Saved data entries

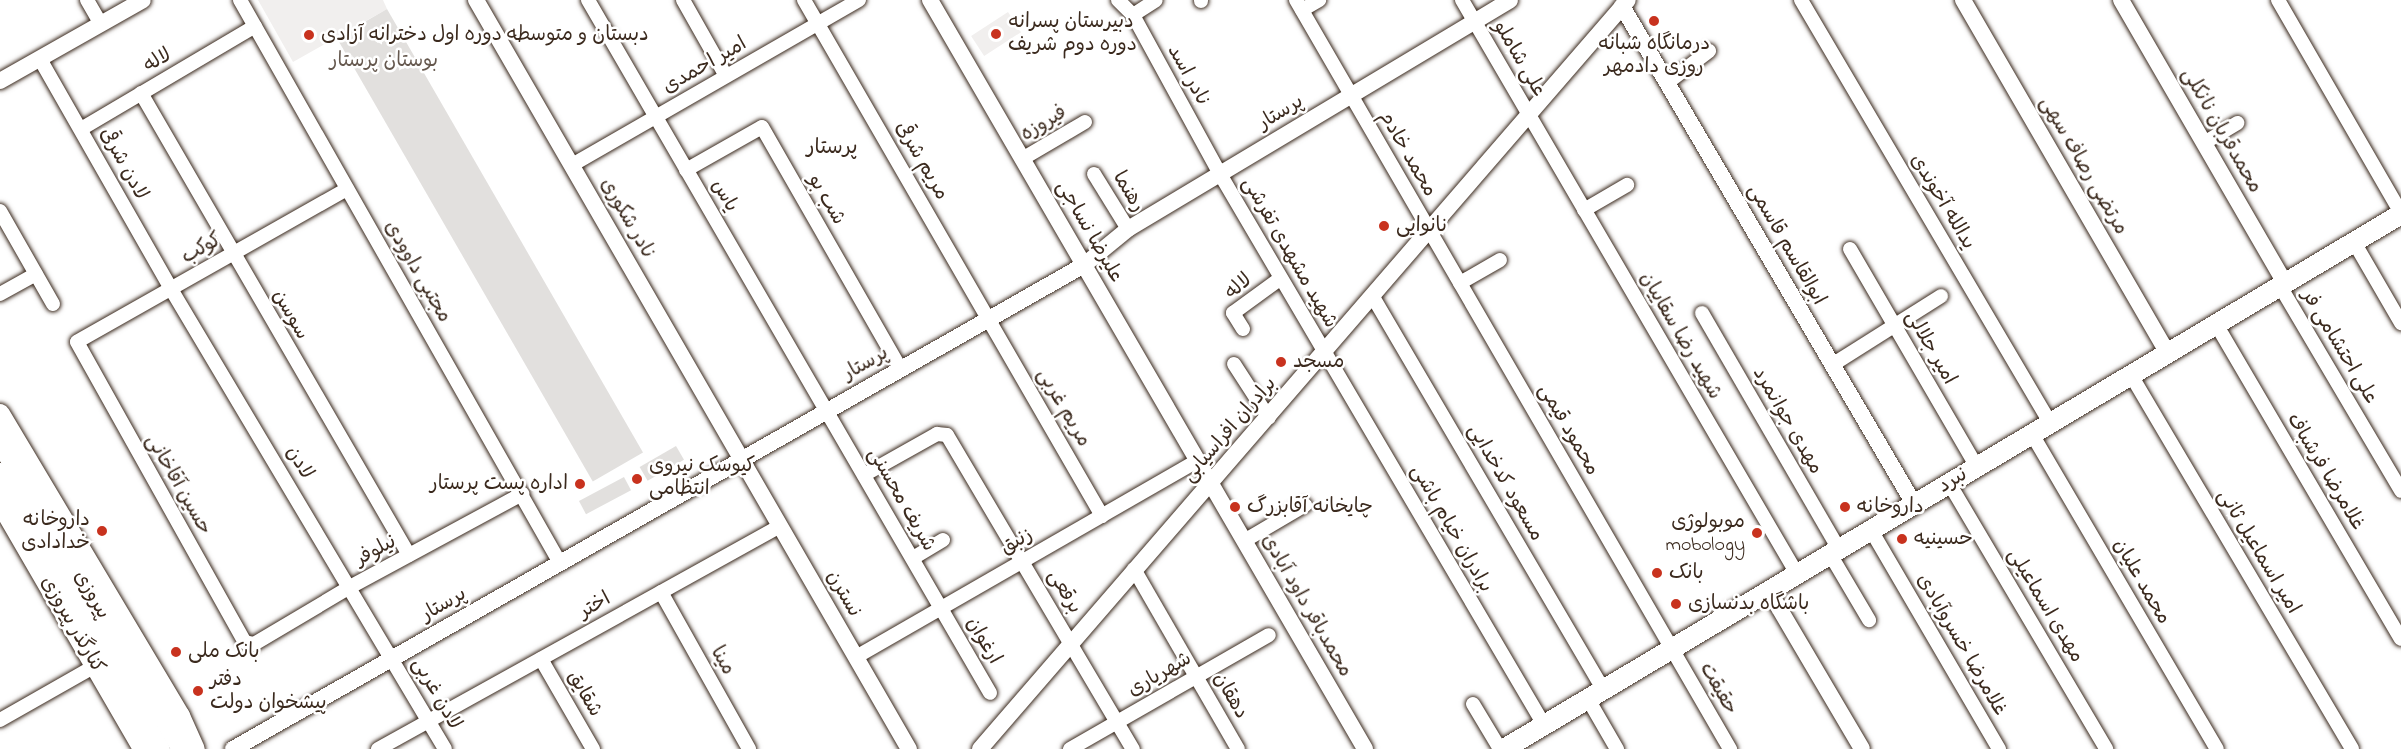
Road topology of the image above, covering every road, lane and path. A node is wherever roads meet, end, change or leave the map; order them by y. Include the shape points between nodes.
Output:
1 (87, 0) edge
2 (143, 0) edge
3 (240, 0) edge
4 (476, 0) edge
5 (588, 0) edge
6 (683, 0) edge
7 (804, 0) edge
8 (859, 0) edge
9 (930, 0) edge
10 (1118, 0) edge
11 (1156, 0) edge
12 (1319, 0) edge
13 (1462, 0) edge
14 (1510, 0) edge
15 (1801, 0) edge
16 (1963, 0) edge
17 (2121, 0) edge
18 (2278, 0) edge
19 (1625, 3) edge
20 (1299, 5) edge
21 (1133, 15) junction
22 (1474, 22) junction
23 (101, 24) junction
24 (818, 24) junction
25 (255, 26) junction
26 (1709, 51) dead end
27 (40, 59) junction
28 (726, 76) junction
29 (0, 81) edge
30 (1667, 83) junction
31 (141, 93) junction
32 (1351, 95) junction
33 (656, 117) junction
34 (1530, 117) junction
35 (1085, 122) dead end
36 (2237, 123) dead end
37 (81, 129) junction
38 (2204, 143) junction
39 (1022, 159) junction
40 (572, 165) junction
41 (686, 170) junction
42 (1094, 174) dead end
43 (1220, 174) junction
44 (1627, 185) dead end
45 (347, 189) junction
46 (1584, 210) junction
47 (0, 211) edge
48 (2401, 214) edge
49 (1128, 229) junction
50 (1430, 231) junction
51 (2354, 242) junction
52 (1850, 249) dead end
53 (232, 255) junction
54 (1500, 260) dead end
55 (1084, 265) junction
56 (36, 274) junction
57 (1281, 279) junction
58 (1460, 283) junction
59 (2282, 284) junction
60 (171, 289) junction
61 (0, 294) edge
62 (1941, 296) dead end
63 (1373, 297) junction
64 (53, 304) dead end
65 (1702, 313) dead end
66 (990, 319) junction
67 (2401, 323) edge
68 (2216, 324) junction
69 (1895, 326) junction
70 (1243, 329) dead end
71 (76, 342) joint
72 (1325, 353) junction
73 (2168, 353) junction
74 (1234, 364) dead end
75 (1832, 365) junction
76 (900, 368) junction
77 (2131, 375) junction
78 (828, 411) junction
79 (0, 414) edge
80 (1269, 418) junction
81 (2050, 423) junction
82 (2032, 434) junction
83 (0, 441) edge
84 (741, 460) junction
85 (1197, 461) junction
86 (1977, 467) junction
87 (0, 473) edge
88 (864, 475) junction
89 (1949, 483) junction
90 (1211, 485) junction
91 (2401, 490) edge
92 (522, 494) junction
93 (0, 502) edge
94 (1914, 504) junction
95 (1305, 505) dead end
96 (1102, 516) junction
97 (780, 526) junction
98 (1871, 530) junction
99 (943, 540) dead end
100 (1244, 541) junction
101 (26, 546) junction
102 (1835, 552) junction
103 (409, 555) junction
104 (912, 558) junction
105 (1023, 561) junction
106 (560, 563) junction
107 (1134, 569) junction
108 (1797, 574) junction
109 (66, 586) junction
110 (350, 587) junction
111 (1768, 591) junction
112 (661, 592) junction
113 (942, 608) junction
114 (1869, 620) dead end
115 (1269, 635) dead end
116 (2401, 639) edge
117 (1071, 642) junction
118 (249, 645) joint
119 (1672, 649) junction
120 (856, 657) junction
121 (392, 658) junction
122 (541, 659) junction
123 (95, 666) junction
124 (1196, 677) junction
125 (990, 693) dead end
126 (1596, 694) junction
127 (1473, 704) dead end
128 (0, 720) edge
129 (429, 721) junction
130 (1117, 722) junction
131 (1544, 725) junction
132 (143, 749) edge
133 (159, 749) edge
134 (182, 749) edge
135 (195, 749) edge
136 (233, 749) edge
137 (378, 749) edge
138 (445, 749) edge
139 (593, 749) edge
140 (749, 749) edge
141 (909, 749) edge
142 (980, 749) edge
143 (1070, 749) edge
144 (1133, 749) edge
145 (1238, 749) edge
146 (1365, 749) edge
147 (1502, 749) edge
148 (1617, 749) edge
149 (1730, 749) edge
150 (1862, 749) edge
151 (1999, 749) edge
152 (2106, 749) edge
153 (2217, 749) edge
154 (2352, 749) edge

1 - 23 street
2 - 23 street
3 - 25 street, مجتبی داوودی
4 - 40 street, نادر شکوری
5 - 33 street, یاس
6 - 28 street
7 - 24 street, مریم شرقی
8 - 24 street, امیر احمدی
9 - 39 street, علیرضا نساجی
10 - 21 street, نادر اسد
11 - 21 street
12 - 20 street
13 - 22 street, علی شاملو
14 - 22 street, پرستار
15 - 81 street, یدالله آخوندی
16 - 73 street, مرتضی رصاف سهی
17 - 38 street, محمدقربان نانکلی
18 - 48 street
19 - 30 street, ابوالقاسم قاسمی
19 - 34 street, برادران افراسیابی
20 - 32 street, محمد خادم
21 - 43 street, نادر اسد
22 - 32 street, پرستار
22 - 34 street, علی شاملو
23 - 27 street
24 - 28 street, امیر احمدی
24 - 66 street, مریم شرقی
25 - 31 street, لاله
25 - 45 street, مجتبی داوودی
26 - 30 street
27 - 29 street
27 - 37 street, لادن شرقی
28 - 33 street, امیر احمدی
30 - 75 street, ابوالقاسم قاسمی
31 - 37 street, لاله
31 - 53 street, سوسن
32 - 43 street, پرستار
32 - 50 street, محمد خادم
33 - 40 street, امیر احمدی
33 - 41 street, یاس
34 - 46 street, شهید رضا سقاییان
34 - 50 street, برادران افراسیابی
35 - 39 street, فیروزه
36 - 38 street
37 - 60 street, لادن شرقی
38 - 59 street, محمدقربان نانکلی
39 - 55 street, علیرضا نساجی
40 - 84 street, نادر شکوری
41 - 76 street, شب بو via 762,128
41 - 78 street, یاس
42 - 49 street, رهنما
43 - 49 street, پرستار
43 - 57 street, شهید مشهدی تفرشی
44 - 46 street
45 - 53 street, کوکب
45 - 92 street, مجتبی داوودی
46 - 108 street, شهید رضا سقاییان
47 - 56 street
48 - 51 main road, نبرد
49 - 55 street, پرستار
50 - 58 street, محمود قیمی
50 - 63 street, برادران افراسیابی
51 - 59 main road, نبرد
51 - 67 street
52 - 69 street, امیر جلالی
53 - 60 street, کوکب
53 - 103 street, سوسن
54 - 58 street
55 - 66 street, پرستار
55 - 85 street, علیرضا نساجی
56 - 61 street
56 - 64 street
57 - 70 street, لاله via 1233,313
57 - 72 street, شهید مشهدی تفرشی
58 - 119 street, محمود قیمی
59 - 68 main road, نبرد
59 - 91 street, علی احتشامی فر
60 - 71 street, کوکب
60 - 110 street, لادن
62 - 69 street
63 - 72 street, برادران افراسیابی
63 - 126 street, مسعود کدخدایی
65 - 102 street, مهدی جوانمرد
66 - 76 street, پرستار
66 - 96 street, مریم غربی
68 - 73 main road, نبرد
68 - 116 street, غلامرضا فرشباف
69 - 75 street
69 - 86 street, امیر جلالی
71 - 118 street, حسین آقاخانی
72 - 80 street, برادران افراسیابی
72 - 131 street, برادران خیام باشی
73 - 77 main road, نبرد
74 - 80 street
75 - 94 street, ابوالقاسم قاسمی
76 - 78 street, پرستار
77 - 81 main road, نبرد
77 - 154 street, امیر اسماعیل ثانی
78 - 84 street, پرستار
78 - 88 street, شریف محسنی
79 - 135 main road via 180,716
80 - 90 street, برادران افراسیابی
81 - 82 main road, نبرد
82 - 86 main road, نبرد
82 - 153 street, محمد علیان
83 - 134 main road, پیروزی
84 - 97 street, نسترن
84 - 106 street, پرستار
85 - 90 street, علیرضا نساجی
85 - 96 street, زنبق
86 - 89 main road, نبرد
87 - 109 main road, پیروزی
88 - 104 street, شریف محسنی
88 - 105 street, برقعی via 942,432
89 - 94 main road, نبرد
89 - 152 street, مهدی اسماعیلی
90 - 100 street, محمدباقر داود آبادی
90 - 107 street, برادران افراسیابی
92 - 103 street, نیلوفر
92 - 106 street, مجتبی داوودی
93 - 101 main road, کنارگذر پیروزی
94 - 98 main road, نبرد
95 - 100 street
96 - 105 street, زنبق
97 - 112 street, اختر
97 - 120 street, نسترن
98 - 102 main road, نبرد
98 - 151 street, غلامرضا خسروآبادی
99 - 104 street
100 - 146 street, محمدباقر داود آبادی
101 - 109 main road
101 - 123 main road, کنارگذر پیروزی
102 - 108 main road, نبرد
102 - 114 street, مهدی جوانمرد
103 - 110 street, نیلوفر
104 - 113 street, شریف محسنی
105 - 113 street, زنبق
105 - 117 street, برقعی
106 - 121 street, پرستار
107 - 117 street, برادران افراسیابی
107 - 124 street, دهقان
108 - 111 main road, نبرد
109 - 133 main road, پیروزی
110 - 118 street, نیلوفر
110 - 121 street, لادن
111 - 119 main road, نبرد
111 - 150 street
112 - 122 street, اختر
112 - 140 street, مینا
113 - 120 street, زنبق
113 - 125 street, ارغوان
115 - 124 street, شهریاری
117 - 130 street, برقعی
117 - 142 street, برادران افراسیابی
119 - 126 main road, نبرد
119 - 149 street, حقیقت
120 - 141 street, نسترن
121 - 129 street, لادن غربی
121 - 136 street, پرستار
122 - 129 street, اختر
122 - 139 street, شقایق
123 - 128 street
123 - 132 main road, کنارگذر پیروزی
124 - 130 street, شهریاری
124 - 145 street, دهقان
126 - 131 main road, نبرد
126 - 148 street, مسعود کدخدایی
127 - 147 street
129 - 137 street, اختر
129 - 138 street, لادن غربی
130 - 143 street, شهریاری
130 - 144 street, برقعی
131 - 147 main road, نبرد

## Exercise aim
Lines containing the word "غلامرضا" must be found in the data above and copied.

## Reply
68 - 116 street, غلامرضا فرشباف
98 - 151 street, غلامرضا خسروآبادی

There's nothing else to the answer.